_EXERCISE OBJECTIVE_:
Write out exactly the first lines of the listing, ending on the line that contains "Road topology of".

_PROVIDED ENTRIES_:
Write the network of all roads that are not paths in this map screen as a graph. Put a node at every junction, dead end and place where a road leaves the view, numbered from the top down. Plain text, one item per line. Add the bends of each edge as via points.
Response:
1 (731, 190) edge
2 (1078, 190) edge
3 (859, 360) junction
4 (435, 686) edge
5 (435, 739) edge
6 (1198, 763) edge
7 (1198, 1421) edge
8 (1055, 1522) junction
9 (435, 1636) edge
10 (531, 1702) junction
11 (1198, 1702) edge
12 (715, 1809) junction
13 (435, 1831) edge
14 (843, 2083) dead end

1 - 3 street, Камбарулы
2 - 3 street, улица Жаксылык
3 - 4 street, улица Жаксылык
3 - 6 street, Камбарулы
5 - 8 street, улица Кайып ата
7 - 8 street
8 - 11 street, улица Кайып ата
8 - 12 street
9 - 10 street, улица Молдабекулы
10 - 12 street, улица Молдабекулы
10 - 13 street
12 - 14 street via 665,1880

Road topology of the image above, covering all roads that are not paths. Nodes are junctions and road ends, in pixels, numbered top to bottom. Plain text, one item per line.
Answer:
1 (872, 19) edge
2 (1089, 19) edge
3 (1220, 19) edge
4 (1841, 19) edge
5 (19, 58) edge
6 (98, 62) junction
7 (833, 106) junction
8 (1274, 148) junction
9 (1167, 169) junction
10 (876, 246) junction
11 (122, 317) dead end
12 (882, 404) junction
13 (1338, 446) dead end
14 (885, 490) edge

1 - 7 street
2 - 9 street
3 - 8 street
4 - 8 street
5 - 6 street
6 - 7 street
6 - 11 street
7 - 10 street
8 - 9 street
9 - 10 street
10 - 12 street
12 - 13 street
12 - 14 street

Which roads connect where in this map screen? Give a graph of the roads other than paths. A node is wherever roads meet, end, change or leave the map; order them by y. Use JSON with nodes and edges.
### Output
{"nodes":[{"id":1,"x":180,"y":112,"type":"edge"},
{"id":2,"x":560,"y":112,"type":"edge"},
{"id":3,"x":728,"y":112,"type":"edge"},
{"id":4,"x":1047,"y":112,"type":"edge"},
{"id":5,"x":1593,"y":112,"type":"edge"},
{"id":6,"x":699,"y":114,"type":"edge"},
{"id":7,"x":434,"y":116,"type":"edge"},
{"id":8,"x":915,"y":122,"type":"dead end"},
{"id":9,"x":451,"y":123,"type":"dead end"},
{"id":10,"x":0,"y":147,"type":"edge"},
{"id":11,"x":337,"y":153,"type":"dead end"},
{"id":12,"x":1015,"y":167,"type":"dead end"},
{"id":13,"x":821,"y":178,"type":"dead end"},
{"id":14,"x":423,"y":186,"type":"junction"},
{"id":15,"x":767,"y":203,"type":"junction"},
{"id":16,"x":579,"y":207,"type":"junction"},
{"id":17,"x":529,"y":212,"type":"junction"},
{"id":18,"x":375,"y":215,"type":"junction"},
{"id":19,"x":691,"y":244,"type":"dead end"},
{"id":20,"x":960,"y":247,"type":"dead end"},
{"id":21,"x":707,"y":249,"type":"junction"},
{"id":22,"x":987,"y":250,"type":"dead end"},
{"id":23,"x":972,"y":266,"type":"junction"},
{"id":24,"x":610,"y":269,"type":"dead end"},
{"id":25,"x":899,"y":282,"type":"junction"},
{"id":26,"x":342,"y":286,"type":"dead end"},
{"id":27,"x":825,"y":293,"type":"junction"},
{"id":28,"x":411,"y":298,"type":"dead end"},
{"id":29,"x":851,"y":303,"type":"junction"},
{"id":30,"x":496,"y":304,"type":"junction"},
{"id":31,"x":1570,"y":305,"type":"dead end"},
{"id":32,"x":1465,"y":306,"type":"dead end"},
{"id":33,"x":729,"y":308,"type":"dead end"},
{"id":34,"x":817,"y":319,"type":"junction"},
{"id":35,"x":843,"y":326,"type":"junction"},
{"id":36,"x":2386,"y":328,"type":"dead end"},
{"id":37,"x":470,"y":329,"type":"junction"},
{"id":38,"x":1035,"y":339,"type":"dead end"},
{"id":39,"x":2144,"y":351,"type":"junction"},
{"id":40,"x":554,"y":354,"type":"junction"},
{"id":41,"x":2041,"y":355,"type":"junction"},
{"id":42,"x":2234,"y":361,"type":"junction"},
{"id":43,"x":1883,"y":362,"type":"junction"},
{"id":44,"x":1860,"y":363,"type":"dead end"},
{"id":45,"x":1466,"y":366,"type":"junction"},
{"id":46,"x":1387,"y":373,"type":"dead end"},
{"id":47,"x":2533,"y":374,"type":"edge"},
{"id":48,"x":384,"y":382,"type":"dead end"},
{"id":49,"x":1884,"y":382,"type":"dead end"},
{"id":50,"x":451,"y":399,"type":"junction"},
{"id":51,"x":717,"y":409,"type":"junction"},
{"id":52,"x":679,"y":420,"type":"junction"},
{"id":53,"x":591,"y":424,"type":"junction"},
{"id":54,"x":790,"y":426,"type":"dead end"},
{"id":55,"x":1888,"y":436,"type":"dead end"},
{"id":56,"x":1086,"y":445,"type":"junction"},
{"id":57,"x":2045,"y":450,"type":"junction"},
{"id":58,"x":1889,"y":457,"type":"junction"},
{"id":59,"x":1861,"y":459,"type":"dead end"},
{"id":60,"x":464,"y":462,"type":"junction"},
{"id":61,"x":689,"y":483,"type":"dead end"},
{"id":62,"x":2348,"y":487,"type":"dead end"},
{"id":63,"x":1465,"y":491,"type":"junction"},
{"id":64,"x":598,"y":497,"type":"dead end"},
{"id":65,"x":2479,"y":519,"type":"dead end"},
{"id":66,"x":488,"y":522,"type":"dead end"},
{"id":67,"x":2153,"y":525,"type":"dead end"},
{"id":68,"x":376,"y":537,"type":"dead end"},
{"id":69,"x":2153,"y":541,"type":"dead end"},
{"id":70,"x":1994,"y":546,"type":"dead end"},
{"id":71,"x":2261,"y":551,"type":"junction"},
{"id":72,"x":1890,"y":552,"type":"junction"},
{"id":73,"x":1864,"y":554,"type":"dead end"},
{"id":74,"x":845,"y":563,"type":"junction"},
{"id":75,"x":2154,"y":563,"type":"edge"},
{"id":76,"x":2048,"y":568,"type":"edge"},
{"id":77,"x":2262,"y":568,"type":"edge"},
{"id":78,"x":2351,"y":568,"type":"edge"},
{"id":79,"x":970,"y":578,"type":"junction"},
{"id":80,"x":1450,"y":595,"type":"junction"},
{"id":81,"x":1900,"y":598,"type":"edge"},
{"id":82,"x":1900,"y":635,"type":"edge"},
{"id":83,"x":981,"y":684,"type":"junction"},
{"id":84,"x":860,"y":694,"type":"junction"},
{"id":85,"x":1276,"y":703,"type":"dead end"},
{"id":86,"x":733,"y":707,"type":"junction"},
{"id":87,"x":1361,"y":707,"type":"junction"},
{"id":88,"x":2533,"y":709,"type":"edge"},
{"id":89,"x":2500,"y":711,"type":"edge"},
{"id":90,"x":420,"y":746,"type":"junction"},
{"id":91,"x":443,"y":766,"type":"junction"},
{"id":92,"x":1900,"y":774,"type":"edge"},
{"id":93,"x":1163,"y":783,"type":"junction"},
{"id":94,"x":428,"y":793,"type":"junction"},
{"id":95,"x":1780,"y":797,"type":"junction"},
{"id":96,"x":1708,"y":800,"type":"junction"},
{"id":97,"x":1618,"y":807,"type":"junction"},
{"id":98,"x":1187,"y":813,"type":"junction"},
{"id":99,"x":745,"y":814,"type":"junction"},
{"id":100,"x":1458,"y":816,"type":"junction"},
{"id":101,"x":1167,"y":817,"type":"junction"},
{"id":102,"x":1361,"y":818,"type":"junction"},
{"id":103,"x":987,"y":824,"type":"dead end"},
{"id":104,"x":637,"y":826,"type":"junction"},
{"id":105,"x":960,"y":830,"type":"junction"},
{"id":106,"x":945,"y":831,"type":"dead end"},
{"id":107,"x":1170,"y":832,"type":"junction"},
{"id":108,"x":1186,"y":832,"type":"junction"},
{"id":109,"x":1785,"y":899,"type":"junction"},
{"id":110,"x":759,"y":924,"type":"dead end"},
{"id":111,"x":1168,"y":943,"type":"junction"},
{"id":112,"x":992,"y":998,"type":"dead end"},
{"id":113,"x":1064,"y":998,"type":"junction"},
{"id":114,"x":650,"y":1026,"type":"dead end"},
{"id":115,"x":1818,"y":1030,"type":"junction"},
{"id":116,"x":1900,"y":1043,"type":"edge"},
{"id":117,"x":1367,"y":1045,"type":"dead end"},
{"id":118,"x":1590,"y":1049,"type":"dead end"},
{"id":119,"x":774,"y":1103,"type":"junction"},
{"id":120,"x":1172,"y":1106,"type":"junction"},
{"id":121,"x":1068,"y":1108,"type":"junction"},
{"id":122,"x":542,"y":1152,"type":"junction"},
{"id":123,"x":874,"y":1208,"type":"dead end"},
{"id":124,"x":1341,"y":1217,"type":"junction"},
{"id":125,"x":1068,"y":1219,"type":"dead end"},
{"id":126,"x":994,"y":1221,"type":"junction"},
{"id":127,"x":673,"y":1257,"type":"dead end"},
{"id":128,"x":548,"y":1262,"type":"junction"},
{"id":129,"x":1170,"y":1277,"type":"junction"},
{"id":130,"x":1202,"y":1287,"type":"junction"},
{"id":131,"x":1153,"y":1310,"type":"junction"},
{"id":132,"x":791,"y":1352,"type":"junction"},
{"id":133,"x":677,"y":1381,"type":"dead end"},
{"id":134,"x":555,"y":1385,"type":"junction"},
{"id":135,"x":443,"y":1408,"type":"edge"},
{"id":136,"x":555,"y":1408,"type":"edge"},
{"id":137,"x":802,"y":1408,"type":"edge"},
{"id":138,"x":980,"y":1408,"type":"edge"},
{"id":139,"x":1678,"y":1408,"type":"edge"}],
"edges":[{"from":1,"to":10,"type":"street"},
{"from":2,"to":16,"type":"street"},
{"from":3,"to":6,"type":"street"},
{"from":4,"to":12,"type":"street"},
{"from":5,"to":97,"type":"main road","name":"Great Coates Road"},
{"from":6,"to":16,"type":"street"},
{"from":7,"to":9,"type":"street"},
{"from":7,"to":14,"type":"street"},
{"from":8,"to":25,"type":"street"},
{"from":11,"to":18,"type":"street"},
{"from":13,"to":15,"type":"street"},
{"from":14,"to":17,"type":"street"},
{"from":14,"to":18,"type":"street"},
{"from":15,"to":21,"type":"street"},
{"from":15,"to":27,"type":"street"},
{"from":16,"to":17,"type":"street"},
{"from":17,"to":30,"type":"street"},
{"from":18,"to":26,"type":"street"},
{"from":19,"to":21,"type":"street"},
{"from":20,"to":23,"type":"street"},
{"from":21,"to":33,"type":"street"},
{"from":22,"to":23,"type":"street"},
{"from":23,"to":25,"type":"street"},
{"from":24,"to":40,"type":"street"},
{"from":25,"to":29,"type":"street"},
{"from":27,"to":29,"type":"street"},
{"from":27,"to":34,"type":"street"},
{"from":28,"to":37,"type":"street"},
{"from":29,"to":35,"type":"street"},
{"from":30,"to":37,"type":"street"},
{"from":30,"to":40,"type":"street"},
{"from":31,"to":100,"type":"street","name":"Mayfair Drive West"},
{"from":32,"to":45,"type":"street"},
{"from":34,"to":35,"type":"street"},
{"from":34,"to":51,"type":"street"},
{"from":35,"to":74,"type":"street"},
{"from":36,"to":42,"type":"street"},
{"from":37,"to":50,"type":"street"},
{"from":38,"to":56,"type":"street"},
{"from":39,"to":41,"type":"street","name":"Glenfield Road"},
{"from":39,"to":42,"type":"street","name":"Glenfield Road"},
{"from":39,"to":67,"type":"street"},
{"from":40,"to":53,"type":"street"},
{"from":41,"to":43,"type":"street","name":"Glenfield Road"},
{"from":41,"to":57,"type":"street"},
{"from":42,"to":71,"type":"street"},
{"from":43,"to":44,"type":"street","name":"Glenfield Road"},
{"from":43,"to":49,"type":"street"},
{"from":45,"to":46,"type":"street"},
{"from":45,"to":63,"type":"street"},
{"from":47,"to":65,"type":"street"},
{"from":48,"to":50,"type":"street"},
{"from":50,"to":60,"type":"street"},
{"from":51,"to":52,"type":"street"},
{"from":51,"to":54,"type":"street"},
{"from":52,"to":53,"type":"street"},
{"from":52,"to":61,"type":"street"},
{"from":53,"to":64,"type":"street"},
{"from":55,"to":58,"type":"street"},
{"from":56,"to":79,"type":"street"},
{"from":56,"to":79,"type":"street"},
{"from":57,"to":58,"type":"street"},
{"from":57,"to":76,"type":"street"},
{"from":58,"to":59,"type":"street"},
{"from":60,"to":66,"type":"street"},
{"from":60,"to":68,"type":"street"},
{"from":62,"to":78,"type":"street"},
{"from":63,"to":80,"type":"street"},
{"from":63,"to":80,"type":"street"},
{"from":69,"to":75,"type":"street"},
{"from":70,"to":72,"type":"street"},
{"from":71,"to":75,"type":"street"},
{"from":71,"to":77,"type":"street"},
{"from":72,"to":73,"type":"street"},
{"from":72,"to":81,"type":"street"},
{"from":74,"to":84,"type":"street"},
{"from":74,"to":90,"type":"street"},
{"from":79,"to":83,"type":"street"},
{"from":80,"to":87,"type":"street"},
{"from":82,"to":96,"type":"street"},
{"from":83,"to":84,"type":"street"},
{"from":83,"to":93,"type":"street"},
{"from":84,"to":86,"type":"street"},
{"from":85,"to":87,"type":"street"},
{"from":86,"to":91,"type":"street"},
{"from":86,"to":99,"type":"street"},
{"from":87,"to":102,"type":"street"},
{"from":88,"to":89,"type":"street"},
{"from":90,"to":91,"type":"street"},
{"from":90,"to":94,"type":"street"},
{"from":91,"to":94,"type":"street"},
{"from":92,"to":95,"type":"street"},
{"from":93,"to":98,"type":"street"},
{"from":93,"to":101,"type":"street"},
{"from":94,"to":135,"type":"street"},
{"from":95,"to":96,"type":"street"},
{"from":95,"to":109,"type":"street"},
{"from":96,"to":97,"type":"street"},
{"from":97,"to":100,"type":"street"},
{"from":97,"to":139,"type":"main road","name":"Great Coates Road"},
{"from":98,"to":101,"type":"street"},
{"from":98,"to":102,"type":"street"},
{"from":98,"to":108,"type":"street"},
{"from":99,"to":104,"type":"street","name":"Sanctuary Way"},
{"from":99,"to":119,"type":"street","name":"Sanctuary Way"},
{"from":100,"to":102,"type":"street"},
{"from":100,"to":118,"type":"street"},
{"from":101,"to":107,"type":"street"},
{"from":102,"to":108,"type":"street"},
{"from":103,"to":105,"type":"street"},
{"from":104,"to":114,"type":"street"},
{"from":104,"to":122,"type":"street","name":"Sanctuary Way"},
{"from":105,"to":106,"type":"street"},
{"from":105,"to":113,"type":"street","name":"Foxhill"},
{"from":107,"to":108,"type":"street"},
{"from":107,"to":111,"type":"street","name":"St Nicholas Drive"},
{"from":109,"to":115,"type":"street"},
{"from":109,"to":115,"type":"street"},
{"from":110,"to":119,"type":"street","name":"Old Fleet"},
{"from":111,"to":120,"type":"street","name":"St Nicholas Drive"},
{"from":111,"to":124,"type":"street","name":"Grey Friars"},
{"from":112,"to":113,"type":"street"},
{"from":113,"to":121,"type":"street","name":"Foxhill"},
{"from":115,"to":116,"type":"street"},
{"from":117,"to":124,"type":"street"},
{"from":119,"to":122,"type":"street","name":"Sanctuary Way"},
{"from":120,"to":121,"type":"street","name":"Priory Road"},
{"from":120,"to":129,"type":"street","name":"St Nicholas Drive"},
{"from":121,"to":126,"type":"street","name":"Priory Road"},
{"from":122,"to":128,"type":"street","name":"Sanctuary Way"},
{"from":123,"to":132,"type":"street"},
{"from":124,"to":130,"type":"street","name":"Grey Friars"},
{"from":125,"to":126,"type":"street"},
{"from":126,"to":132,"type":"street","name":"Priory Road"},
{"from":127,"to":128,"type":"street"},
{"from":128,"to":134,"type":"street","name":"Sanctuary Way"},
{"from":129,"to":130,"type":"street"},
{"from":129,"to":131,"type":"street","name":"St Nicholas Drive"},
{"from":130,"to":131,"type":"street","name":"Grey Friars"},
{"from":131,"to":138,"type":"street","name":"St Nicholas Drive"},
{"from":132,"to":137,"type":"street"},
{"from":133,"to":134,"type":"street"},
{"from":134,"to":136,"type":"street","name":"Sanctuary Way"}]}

_RESPONSE TO THE TASK_:
Write the network of all roads that are not paths in this map screen as a graph. Put a node at every junction, dead end and place where a road leaves the view, numbered from the top down. Plain text, one item per line. Add the bends of each edge as via points.
Response:
1 (731, 190) edge
2 (1078, 190) edge
3 (859, 360) junction
4 (435, 686) edge
5 (435, 739) edge
6 (1198, 763) edge
7 (1198, 1421) edge
8 (1055, 1522) junction
9 (435, 1636) edge
10 (531, 1702) junction
11 (1198, 1702) edge
12 (715, 1809) junction
13 (435, 1831) edge
14 (843, 2083) dead end

1 - 3 street, Камбарулы
2 - 3 street, улица Жаксылык
3 - 4 street, улица Жаксылык
3 - 6 street, Камбарулы
5 - 8 street, улица Кайып ата
7 - 8 street
8 - 11 street, улица Кайып ата
8 - 12 street
9 - 10 street, улица Молдабекулы
10 - 12 street, улица Молдабекулы
10 - 13 street
12 - 14 street via 665,1880

Road topology of the image above, covering all roads that are not paths. Nodes are junctions and road ends, in pixels, numbered top to bottom. Plain text, one item per line.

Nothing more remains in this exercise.